Truth in Beautiful Spaces: from CC

When I was in college and moving in non-denomination and similar evangelical circles, there were many
factors that motivated me to explore deeper the more traditional and sacramental ways of being Christian that led me to spend lots of time around an Anglican Church and ultimately to connect with a rather traditional Methodist Church with lots of ministry opportunities.
Some were theological factors that had a lot to do with my discovering more of the Bible (especially the sacramental passages that had been largely ignored by my Baptist and non-denominational teachers) and also reading authors like C.S. Lewis, Martin Luther, and John Wesley.
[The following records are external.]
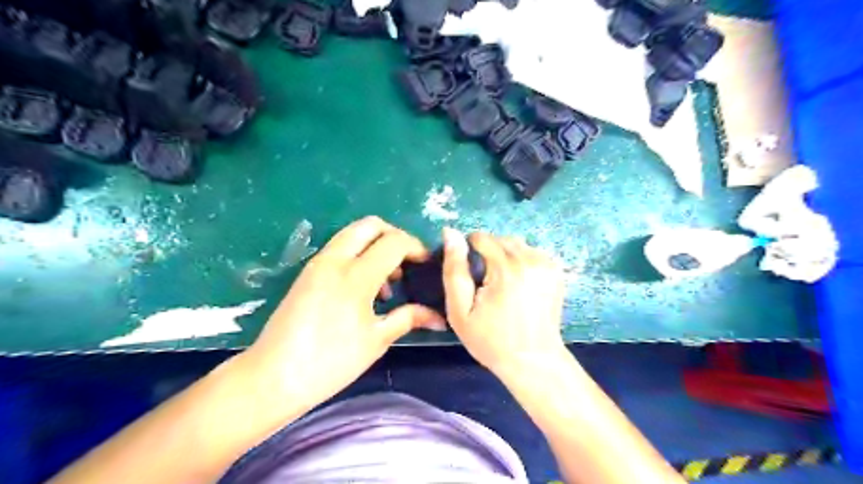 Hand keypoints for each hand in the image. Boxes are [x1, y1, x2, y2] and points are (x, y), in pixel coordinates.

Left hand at [239, 218, 447, 410]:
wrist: (273, 377)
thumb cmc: (330, 362)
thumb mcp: (376, 340)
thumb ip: (408, 318)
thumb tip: (438, 317)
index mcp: (356, 276)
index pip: (394, 242)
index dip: (416, 248)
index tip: (426, 264)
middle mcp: (335, 260)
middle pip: (371, 225)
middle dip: (395, 236)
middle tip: (407, 262)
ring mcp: (318, 264)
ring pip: (353, 234)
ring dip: (376, 245)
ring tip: (388, 280)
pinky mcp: (308, 272)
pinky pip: (339, 249)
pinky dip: (359, 254)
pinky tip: (364, 288)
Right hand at [440, 229, 571, 374]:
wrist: (533, 360)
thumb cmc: (491, 340)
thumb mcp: (460, 311)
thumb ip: (454, 270)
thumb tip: (450, 233)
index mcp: (505, 269)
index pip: (481, 237)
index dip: (469, 251)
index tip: (470, 273)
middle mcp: (530, 260)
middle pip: (500, 238)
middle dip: (488, 252)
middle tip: (485, 282)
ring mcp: (547, 264)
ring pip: (517, 244)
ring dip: (505, 255)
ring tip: (502, 283)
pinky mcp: (556, 270)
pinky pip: (532, 252)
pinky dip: (521, 261)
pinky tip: (519, 284) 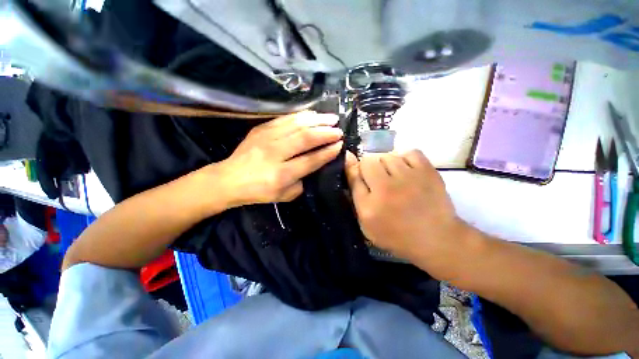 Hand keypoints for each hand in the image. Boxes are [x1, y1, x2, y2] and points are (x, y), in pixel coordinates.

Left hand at [213, 111, 342, 207]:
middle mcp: (275, 154)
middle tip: (339, 130)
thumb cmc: (259, 191)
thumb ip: (302, 182)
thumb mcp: (285, 196)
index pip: (310, 160)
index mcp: (281, 175)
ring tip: (331, 118)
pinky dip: (302, 116)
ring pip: (297, 125)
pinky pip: (285, 119)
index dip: (327, 152)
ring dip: (317, 120)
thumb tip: (314, 165)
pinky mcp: (261, 129)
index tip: (339, 145)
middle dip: (325, 133)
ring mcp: (267, 138)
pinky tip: (313, 114)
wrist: (230, 179)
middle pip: (305, 138)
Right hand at [345, 150, 468, 265]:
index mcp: (369, 204)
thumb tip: (349, 162)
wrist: (435, 238)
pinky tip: (407, 170)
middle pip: (369, 161)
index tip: (357, 171)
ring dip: (386, 165)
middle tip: (378, 180)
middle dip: (369, 169)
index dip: (352, 169)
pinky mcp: (428, 171)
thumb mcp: (366, 222)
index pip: (353, 173)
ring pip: (388, 156)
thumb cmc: (395, 234)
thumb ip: (356, 193)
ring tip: (394, 177)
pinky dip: (405, 159)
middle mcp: (387, 188)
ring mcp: (409, 177)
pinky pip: (409, 152) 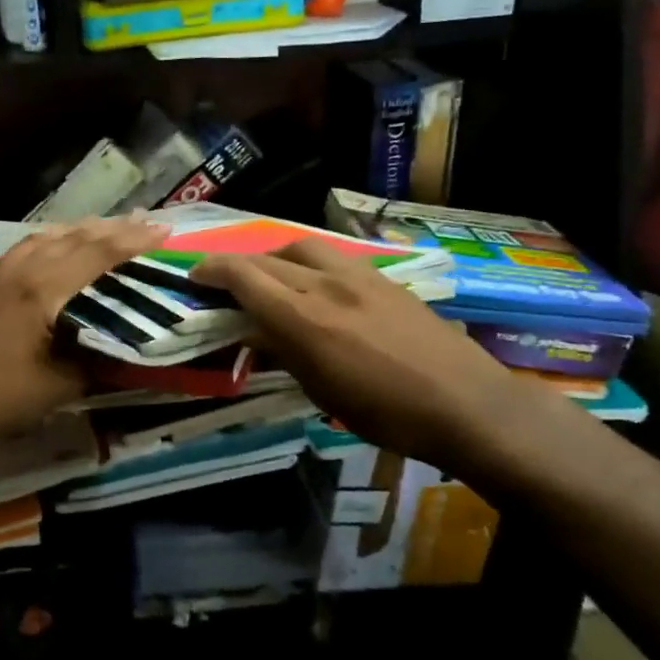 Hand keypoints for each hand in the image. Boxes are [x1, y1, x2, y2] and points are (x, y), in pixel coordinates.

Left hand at [0, 217, 167, 445]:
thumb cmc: (3, 397)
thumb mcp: (62, 385)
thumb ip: (98, 360)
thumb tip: (127, 347)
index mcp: (42, 289)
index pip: (96, 253)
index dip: (132, 241)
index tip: (163, 230)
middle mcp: (20, 269)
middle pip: (74, 237)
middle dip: (113, 228)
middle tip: (145, 220)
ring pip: (45, 236)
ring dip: (80, 229)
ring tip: (107, 226)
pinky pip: (22, 247)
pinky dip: (48, 239)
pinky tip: (53, 242)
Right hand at [194, 241, 527, 477]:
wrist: (466, 404)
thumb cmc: (386, 413)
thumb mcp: (322, 391)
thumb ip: (283, 350)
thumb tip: (254, 330)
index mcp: (303, 317)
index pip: (243, 275)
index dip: (211, 270)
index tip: (193, 277)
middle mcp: (325, 283)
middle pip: (267, 257)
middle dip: (236, 264)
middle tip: (221, 280)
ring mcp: (358, 275)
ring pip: (301, 246)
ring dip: (274, 257)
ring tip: (270, 278)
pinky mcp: (383, 277)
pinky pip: (333, 256)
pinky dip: (308, 262)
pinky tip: (316, 284) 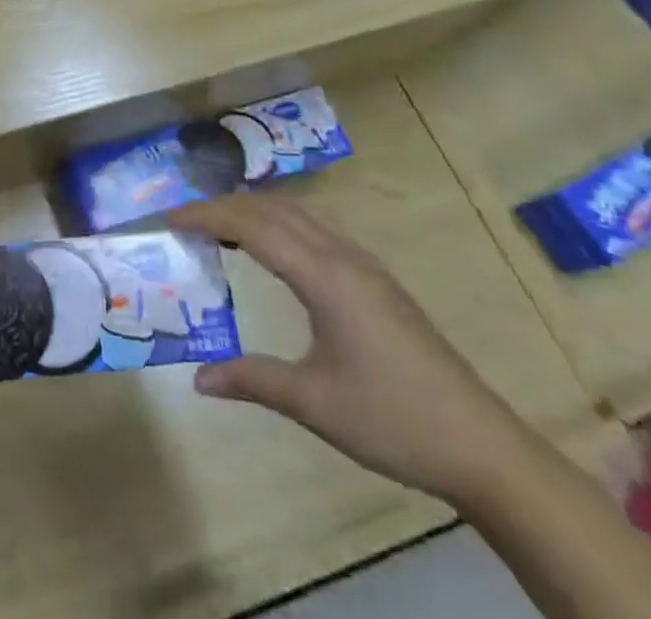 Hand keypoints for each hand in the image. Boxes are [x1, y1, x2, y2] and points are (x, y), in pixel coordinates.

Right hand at [171, 193, 540, 506]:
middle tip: (184, 221)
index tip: (168, 218)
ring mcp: (364, 266)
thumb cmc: (393, 420)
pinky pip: (316, 231)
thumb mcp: (314, 403)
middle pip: (273, 210)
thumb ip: (252, 379)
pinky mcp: (376, 280)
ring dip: (254, 212)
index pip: (252, 226)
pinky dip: (280, 226)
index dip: (207, 216)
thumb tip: (197, 378)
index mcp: (324, 276)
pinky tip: (271, 251)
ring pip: (297, 215)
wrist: (481, 444)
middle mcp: (342, 257)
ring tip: (217, 228)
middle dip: (224, 206) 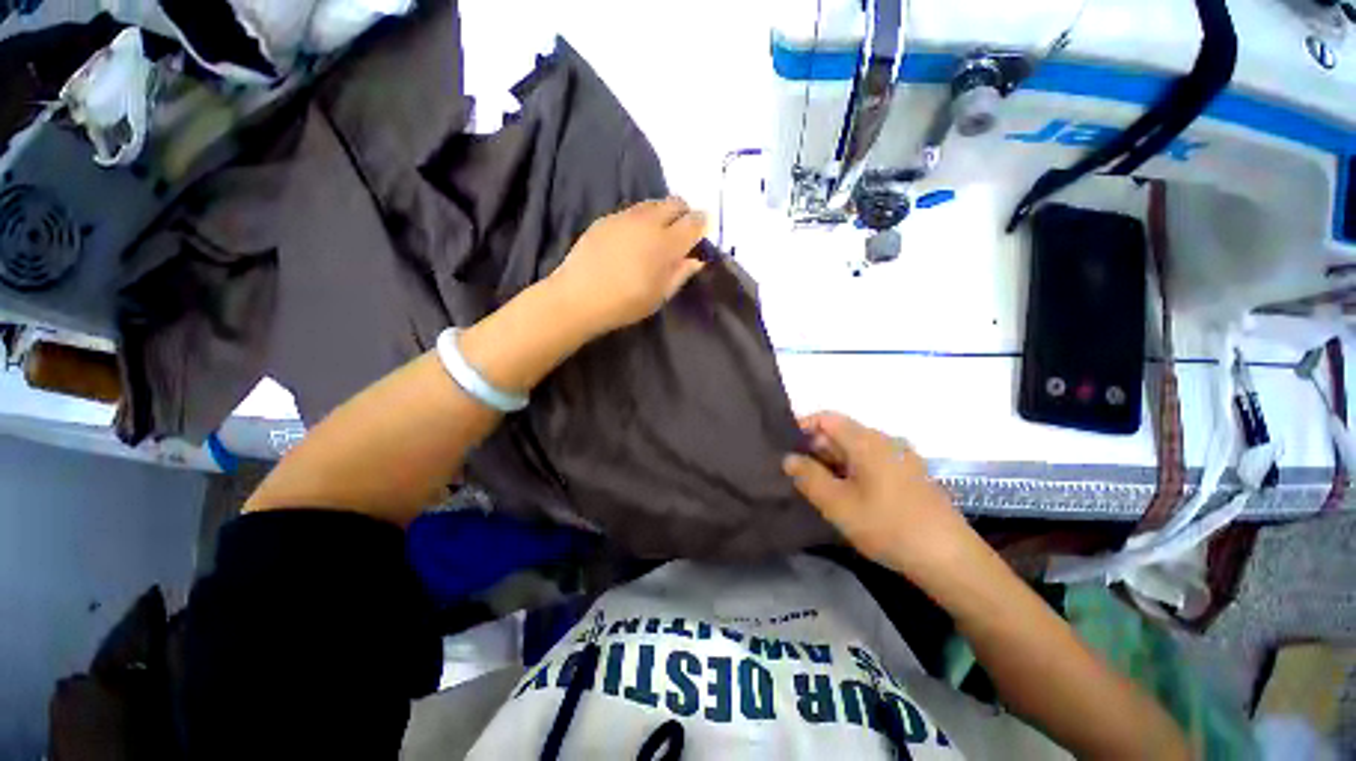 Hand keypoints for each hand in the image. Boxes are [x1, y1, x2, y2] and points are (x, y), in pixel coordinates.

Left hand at [548, 197, 706, 337]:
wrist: (578, 297)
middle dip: (684, 213)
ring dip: (662, 213)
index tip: (701, 232)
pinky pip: (632, 210)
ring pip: (653, 203)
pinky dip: (641, 219)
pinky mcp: (606, 218)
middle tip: (681, 232)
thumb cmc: (625, 303)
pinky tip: (633, 238)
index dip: (702, 224)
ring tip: (657, 234)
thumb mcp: (660, 296)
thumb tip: (696, 260)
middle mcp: (649, 222)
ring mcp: (625, 217)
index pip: (694, 222)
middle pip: (675, 203)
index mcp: (667, 243)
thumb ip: (681, 274)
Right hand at [783, 412, 979, 578]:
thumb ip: (808, 477)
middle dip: (816, 450)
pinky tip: (849, 496)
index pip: (826, 418)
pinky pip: (873, 462)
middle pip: (841, 433)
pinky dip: (853, 471)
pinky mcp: (911, 474)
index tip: (786, 449)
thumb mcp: (837, 504)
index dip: (802, 427)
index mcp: (867, 440)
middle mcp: (885, 441)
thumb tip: (789, 458)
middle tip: (799, 475)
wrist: (950, 559)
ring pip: (856, 450)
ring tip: (820, 488)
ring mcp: (901, 457)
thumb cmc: (888, 526)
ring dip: (834, 463) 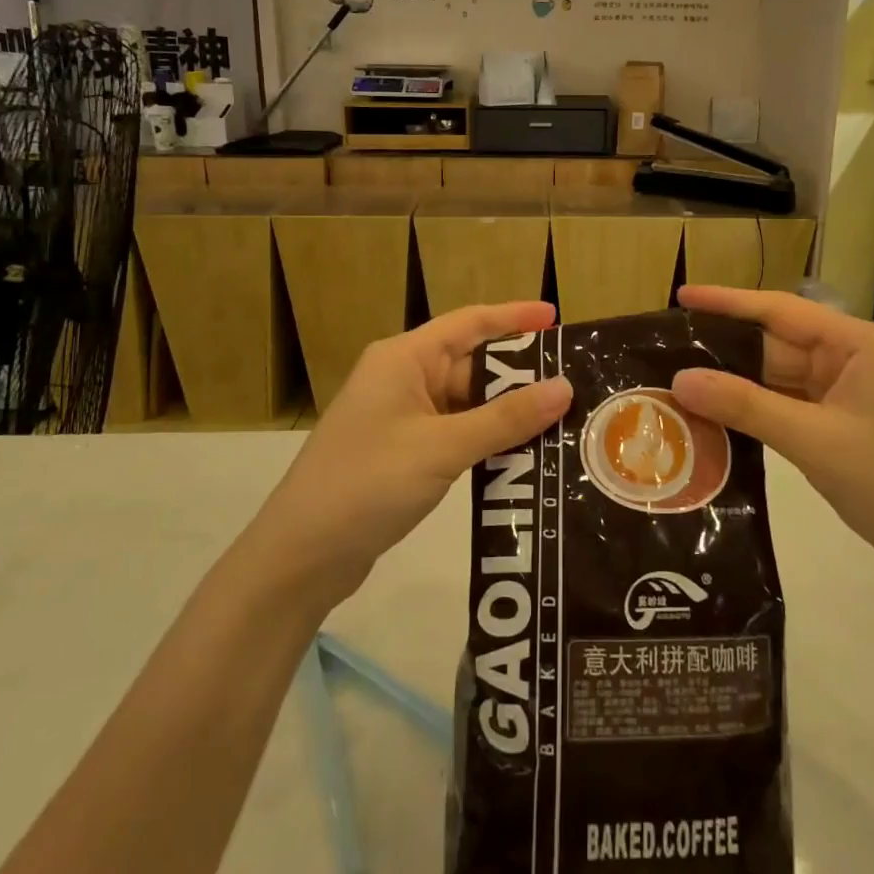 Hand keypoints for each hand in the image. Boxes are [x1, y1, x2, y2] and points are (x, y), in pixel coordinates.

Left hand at [251, 302, 572, 602]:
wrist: (300, 556)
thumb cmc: (368, 483)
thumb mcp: (443, 447)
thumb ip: (505, 418)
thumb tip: (564, 387)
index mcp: (404, 359)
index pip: (469, 323)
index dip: (514, 316)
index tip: (557, 319)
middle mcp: (402, 379)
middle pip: (470, 364)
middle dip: (519, 373)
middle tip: (573, 382)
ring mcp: (400, 418)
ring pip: (465, 403)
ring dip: (506, 411)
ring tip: (560, 419)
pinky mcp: (402, 453)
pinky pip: (455, 433)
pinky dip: (487, 439)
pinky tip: (522, 454)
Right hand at [669, 287, 873, 585]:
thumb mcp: (814, 441)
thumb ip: (745, 406)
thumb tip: (679, 379)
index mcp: (858, 343)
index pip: (781, 310)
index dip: (727, 302)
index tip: (681, 296)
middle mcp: (854, 356)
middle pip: (778, 343)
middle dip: (726, 348)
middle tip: (667, 348)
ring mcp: (850, 389)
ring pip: (781, 375)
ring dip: (738, 382)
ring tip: (679, 379)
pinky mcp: (845, 419)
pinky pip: (791, 402)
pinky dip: (757, 407)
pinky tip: (717, 411) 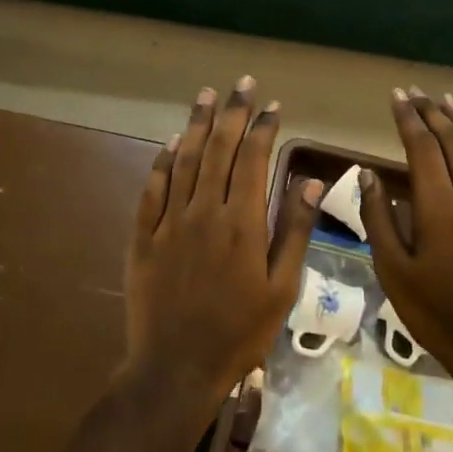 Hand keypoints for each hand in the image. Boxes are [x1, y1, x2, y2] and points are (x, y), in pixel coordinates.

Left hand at [125, 78, 321, 410]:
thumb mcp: (281, 288)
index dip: (261, 129)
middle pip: (217, 150)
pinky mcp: (143, 237)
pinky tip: (170, 142)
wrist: (177, 367)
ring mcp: (169, 223)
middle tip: (240, 84)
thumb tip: (309, 179)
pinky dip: (162, 161)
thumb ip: (294, 230)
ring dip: (196, 125)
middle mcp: (203, 212)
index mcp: (242, 223)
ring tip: (206, 96)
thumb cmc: (240, 332)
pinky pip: (152, 189)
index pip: (251, 160)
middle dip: (230, 114)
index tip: (270, 106)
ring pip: (183, 161)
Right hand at [360, 88, 452, 381]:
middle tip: (419, 92)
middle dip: (435, 113)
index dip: (409, 118)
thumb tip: (368, 175)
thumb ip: (379, 218)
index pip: (422, 147)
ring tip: (451, 104)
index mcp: (439, 205)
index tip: (397, 95)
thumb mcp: (392, 269)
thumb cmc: (435, 310) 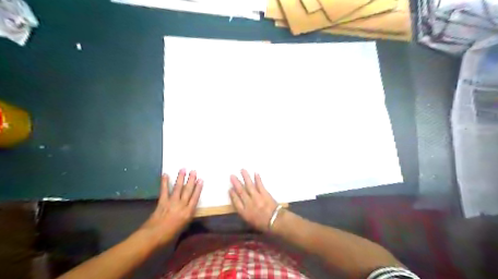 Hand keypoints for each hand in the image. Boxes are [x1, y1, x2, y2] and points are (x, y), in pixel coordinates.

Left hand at [140, 169, 201, 244]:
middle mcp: (182, 205)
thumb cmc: (169, 235)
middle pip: (188, 190)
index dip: (198, 188)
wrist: (153, 236)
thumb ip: (186, 216)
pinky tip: (165, 174)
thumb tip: (188, 209)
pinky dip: (164, 182)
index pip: (195, 198)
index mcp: (188, 212)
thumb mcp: (183, 226)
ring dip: (180, 178)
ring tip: (183, 169)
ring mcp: (172, 202)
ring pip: (178, 188)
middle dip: (191, 180)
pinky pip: (164, 190)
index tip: (201, 180)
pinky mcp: (162, 201)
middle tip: (193, 171)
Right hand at [231, 170, 278, 230]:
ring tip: (242, 170)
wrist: (276, 222)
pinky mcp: (265, 194)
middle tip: (232, 176)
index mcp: (244, 212)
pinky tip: (255, 173)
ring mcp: (257, 197)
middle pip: (241, 191)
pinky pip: (260, 185)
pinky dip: (257, 179)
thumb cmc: (262, 224)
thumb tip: (240, 203)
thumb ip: (244, 212)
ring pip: (249, 186)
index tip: (230, 188)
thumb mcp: (249, 221)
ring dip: (245, 177)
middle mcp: (249, 203)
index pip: (236, 201)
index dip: (232, 194)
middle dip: (236, 183) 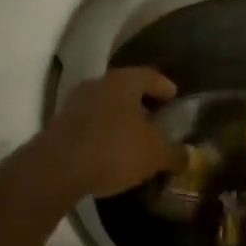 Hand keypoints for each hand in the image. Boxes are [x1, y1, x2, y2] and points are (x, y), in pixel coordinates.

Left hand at [33, 68, 186, 202]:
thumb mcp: (154, 155)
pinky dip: (102, 132)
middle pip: (126, 89)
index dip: (164, 86)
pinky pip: (89, 123)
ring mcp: (75, 103)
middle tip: (156, 119)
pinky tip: (110, 151)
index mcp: (124, 81)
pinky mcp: (59, 125)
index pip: (150, 76)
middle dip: (141, 103)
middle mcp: (99, 84)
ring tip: (133, 137)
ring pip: (106, 105)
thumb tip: (190, 155)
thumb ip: (175, 153)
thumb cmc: (113, 150)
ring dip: (120, 118)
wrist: (56, 169)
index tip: (174, 97)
Some were what we might call "spirituality" reasons - a desire for more "roots," mystery, and especially beauty in my Christian experience.  I remember expressing this desire for beauty once in a conversation with a like-minded friend about our discovering the prayers in The Book of Common Prayer (many of which are also to be found in The United Methodist Hymnal and The United Methodist Book of Worship): If I can, with equal sincerity, say a prayer that is beautiful and elegant or one that is less so, surely it gives more honor to God to say the more beautiful prayer.  After all, he is the Creator of much that is beautiful, and beauty evidently delights him.

We could apply the same logic (and the Christian Church traditionally has done) to the worship spaces in which we meet.  Assuming that we can worship God in a big-box or in a gothic cathedral with equal sincerity and fervor, then would it not be preferable (all other things being equal) to have a more beautiful structure that makes a rich statement about our God and our faith to all who not only enter in, but even those who simply pass by?  (Of course, for practical reasons and financial reasons this is not always possible; all things are not equal; we cannot all afford to build Westminster Abbey, and even if we could there might well be other higher priorities requiring faithful attention.)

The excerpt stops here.